Throughout the listing below, show every line in which "Lazo" occurs.
- - - - - - -
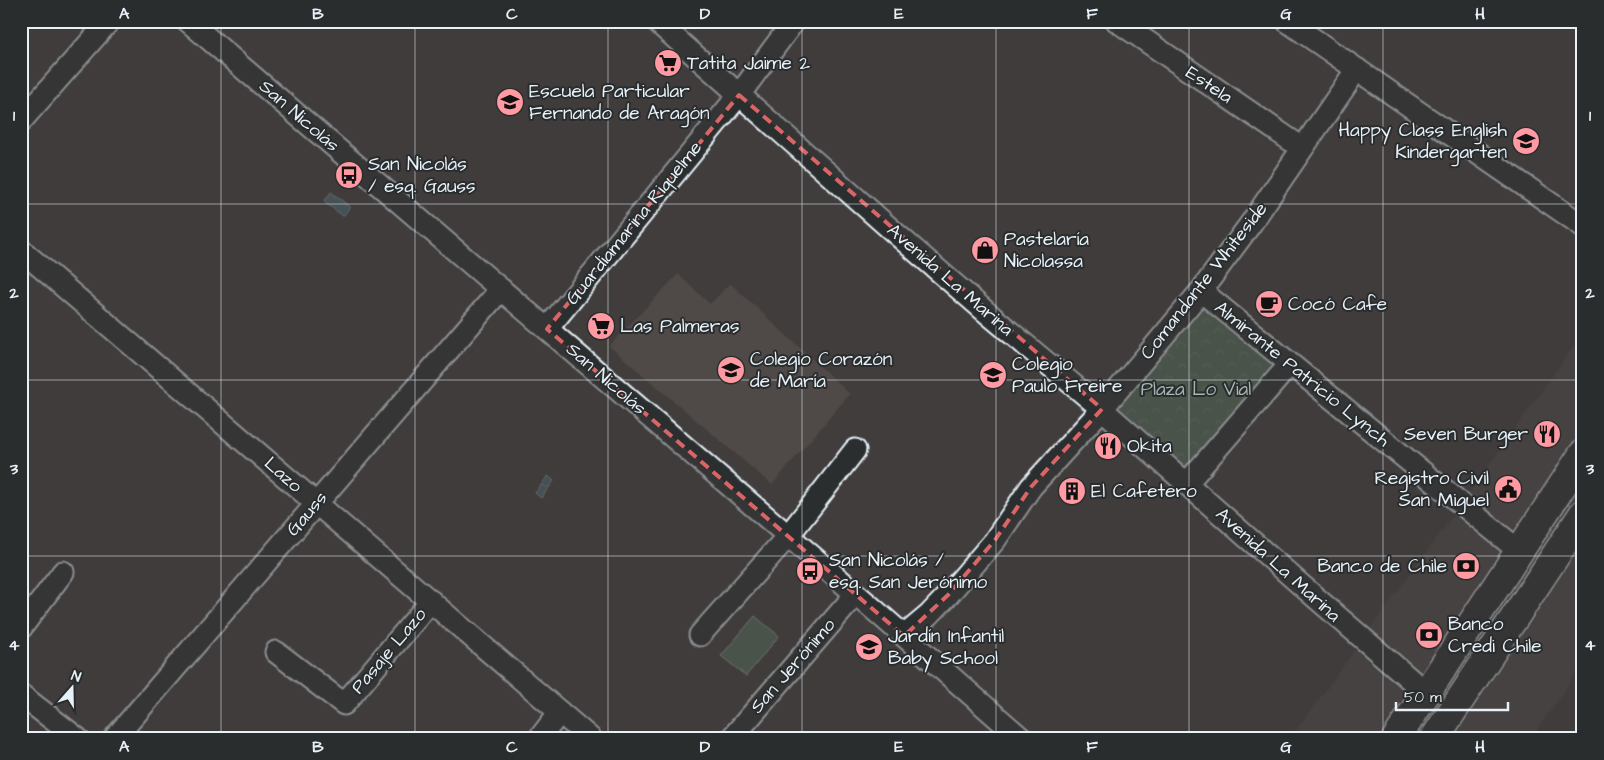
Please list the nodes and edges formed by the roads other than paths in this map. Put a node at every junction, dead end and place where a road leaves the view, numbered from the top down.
1 (109, 21) edge
2 (188, 21) edge
3 (656, 21) edge
4 (794, 21) edge
5 (1116, 21) edge
6 (1287, 21) edge
7 (1357, 69) junction
8 (739, 95) junction
9 (21, 121) edge
10 (1302, 148) junction
11 (1583, 226) edge
12 (21, 250) edge
13 (501, 289) junction
14 (1201, 291) junction
15 (547, 329) junction
16 (1290, 364) junction
17 (1102, 408) junction
18 (856, 450) dead end
19 (1583, 454) edge
20 (1187, 484) junction
21 (1552, 500) junction
22 (317, 503) junction
23 (1582, 518) edge
24 (788, 536) junction
25 (1519, 551) junction
26 (63, 572) dead end
27 (856, 594) junction
28 (431, 601) junction
29 (21, 628) edge
30 (700, 635) dead end
31 (904, 636) junction
32 (276, 652) dead end
33 (1426, 693) junction
34 (21, 695) edge
35 (560, 712) junction
36 (78, 739) edge
37 (114, 739) edge
38 (539, 739) edge
39 (591, 739) edge
40 (731, 739) edge
41 (1022, 739) edge
42 (1396, 739) edge
43 (1434, 739) edge

1 - 9 street
2 - 13 street, San Nicolás
3 - 8 street, Avenida La Marina
4 - 8 street, Guardiamarina Riquelme
5 - 10 street, Estela
6 - 7 street
7 - 10 street, Comandante Whiteside
7 - 11 street
8 - 15 street, Guardiamarina Riquelme
8 - 17 street, Avenida La Marina
10 - 14 street, Comandante Whiteside
12 - 22 street, Lazo
13 - 15 street, San Nicolás
13 - 22 street, Gauss
14 - 16 street, Almirante Patricio Lynch
14 - 17 street, Comandante Whiteside
15 - 24 street, San Nicolás
16 - 20 street
16 - 25 street, Almirante Patricio Lynch
17 - 20 street, Avenida La Marina
17 - 31 street, Comandante Whiteside
18 - 24 street
19 - 21 main road
20 - 33 street, Avenida La Marina
21 - 23 street
21 - 25 main road
22 - 28 street, Lazo
22 - 37 street, Gauss
23 - 43 main road
24 - 27 street, San Nicolás
24 - 30 street
25 - 33 main road
26 - 29 street
27 - 31 street, San Nicolás
27 - 40 street, San Jerónimo
28 - 32 street, Pasaje Lazo
28 - 35 street, Lazo
31 - 41 street, San Nicolás
33 - 42 main road
34 - 36 street
35 - 38 street
35 - 39 street, Lazo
- - - - - - -
Task response:
12 - 22 street, Lazo
22 - 28 street, Lazo
28 - 32 street, Pasaje Lazo
28 - 35 street, Lazo
35 - 39 street, Lazo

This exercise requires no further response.